ID checks aren't very worthwhile if anyone can use any ID with no consequences.

How long would it take for someone's 18 year old brother to realize they can charge everyone $10 to "verify" everyone's accounts with their ID, because it doesn't matter whose ID is used?

Ok, at which point an adult has taken responsibility for giving them access.

The older brother could also rent an R (or x) rated movie, buy cigarettes, lighters, dry ice, and give them to the kids. The point of the age check is to prevent kids from getting access without an adult in the loop, not to prevent an adult from providing kids access

This is a good point. We could extend it to computing devices: An adult gives a child access to a device, and now the adult is in the loop and takes responsibility. If said adult (parent, most often) want to automatically restrict certain activities/content on the device they can use the parental controls available. No panopticon required.
You can only keep the adult in the loop if you have a panopticon that traces back to said adult.
The system doesn’t have to be bulletproof. It just has to be better than the free for all it is today.
Better?..
Yes, there are good use cases for an anonymous age gate. So making one would be better than today's situation.
this is already how the EU infrastructure for digital ID works, basically. Using public/private keys on your national id, the government functions as a root authority that you (and other trusted verifiers downstream) can identify you with and commercial platforms only get a yes/no when you want to identify yourself but have no access to any data.

South Korea also has had various versions of this even going back to ~2004 I think.

Yes, it has been possible for a long time to provide anonymous attestations. But somehow, they also always seem to require that you have something like Google play services running for you to ask for the attestation in the first place. And with PKI, even though they could do with just the public key, they somehow also always insist on generating the keys for you (so they have the private key as well).
Do all EU countries have that? I know our (German) ID works that way, using the FOSS AusweisApp, but I hadn’t heard of it being EU-wide (it should be, though).
Spanish ID cards have had an X. 509 cert inside them for more than 10 years, I use it all the time to sign documents and access government sites. There is already legislation and a push for an EU-wide digital identity wallet that should be up and running this year, look up eidas 2.0 and the EUDI wallet.

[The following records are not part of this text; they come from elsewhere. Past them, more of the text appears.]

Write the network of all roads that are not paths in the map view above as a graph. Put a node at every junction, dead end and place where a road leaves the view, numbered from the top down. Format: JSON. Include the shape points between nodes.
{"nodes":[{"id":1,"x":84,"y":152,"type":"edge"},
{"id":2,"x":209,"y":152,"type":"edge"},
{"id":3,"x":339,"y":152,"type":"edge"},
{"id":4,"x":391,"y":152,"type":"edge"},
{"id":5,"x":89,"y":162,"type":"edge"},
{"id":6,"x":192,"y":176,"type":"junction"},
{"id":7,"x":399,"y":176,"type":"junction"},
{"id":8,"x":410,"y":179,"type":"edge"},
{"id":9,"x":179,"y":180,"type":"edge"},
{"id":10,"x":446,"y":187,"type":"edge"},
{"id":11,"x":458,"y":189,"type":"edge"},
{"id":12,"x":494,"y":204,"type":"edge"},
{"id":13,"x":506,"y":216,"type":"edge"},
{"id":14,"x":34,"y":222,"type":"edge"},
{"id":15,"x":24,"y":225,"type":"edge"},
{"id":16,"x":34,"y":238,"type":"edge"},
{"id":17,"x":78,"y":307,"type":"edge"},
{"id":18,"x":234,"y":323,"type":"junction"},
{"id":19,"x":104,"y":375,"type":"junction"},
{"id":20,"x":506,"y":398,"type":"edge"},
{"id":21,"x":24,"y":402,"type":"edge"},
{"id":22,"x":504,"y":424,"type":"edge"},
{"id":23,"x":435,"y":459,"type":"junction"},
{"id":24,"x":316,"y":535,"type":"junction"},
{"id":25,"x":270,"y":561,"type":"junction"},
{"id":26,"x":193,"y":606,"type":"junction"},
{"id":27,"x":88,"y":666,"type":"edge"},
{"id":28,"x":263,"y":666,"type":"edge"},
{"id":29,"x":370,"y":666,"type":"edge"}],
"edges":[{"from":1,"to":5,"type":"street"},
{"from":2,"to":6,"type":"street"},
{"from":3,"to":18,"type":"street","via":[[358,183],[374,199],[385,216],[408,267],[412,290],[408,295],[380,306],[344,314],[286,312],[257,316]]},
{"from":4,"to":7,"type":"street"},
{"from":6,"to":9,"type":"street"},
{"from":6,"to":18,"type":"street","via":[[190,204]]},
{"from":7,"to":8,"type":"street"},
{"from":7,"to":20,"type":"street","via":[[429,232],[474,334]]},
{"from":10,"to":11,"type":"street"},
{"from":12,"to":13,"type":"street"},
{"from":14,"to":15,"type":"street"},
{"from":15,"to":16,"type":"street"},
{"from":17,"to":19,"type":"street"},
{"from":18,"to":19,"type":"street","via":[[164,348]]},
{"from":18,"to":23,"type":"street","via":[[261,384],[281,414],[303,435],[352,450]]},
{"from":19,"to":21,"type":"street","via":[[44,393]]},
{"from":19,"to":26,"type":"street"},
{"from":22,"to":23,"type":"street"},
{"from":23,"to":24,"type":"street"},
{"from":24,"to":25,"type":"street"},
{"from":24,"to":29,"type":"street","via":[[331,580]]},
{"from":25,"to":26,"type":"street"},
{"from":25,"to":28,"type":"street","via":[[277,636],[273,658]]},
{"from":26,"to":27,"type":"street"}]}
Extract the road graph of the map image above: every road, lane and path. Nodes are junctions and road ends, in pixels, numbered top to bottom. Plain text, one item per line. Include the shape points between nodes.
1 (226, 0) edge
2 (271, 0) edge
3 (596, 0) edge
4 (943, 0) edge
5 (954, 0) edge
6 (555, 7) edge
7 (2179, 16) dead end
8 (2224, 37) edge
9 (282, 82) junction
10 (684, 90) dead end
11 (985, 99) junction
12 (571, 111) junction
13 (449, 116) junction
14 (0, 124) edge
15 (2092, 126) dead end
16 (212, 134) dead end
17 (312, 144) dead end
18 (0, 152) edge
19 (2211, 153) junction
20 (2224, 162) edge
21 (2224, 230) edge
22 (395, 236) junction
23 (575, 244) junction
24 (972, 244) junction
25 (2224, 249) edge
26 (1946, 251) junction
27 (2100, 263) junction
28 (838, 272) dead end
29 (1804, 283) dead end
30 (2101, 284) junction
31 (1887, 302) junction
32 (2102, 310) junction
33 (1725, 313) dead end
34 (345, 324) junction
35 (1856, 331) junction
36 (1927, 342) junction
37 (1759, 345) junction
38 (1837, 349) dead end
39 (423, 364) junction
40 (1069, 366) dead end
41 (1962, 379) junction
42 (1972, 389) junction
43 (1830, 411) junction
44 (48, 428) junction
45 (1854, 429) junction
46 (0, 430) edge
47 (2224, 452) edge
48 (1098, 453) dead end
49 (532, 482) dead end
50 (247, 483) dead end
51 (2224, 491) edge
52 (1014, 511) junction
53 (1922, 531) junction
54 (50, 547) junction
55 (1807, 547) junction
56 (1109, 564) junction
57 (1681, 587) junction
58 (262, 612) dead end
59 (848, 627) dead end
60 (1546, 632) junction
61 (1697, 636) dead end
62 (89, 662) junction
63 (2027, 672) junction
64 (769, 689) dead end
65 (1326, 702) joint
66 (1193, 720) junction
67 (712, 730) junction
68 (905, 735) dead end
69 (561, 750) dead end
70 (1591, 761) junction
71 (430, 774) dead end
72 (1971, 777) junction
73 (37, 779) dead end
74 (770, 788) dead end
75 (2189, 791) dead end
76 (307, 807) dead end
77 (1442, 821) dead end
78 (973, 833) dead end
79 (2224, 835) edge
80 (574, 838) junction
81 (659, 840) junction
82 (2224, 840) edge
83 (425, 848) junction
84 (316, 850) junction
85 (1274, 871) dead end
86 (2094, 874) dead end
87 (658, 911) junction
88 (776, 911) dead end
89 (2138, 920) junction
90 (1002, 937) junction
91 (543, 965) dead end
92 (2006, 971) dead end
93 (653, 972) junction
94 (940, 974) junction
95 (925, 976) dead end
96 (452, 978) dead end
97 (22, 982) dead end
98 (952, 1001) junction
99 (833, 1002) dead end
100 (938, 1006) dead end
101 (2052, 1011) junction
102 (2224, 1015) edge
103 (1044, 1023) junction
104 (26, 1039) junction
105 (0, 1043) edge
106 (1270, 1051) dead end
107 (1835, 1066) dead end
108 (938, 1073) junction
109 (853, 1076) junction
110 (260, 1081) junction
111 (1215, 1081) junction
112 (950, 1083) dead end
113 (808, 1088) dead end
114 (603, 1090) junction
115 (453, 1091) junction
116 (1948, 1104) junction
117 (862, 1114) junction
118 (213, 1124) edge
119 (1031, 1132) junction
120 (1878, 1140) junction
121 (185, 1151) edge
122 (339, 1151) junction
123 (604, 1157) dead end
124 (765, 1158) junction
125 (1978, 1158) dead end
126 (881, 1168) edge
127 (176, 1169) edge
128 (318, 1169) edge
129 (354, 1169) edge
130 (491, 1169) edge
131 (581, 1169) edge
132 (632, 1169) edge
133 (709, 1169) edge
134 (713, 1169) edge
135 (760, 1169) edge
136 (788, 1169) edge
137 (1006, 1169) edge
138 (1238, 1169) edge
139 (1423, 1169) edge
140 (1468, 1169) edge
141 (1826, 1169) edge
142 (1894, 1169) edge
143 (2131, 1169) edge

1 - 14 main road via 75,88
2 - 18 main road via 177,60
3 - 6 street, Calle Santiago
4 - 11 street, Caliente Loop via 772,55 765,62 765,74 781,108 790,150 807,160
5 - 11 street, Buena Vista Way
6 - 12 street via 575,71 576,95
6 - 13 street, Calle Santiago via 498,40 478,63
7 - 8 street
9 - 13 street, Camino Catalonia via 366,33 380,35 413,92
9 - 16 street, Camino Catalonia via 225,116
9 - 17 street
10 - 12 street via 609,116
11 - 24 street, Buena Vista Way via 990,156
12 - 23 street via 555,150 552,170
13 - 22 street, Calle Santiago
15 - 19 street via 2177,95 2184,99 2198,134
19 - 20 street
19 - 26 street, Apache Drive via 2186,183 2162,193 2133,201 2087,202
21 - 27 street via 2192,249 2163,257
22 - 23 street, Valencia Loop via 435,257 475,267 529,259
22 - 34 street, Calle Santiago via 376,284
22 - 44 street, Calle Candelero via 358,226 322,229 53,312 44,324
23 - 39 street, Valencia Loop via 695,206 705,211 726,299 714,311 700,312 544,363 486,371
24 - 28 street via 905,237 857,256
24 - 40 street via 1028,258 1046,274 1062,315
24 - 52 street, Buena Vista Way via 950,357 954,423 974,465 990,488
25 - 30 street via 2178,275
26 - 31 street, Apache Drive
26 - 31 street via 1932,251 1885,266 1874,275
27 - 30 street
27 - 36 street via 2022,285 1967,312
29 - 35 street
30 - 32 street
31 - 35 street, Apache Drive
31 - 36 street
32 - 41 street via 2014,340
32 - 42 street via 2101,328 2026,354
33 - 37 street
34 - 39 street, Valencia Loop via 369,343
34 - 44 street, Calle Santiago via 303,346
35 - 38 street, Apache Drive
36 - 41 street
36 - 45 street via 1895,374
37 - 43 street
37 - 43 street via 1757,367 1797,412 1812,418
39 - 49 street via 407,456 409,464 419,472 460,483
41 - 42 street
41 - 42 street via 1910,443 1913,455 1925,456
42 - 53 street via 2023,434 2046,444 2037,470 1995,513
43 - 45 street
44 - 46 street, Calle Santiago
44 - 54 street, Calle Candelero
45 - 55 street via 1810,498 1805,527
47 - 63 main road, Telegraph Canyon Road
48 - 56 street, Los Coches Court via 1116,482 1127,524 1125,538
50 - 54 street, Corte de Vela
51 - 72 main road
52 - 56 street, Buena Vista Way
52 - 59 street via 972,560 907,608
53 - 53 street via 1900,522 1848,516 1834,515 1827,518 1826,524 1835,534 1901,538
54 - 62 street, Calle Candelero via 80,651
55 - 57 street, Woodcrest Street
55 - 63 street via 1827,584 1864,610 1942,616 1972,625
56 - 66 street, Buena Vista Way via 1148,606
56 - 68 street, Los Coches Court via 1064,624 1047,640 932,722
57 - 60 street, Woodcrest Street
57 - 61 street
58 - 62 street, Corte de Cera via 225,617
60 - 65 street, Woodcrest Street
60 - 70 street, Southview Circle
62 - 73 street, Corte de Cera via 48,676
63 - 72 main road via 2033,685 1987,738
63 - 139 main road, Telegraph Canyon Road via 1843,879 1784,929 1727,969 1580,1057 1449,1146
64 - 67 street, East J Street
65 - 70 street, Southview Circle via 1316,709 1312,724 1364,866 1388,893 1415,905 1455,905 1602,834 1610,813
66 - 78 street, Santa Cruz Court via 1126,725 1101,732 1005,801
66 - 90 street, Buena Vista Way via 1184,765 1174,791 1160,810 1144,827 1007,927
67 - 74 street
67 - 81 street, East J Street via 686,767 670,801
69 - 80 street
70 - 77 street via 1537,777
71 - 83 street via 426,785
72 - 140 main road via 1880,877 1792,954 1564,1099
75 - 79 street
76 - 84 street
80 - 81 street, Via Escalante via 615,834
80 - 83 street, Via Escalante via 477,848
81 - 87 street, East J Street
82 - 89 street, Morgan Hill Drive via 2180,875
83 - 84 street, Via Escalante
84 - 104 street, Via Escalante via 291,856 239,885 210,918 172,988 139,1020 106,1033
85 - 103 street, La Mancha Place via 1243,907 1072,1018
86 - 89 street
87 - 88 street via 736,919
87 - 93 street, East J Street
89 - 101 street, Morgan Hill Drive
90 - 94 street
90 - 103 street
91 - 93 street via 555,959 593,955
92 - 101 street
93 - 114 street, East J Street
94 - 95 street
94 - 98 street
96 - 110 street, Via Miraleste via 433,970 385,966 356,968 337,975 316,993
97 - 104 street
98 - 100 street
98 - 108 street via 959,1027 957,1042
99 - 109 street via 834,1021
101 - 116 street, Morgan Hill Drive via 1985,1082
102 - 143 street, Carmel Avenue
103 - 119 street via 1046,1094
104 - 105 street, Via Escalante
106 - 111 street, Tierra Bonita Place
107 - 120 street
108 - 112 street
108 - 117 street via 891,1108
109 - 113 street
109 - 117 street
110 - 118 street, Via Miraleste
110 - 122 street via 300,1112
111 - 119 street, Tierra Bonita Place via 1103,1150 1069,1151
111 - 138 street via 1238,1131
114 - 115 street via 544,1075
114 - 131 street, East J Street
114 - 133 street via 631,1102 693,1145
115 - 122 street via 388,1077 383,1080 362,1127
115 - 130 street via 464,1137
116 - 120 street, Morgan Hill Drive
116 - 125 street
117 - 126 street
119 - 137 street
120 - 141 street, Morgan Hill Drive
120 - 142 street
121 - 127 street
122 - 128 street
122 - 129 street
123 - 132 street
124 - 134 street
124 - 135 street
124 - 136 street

That looks like it should make things like privacy compatible age verification "trivial".

Thanks, that looks very cool, and apparently close to coming into effect.
It's been a slow rollout but yes, it's an EU wide thing. Slovenian IDs issued after around 2022 have them too.
It's nice that the platforms don't get access to data, but does the government gets information about who is trying to access what?
I see this currently being pushed by some politicians in the EU. And I have a slight suspicion that some of these politicians are literally lobbyists.

The "oh my god, think of the children" is similar to "oh my god, think of the terrorists". I am not saying all of this is propaganda 1:1 or a lie, but a lot of it is and it is used as a rhetoric tool of influence by many politicians. Both seems to connect to many people who do not really think about who influences them.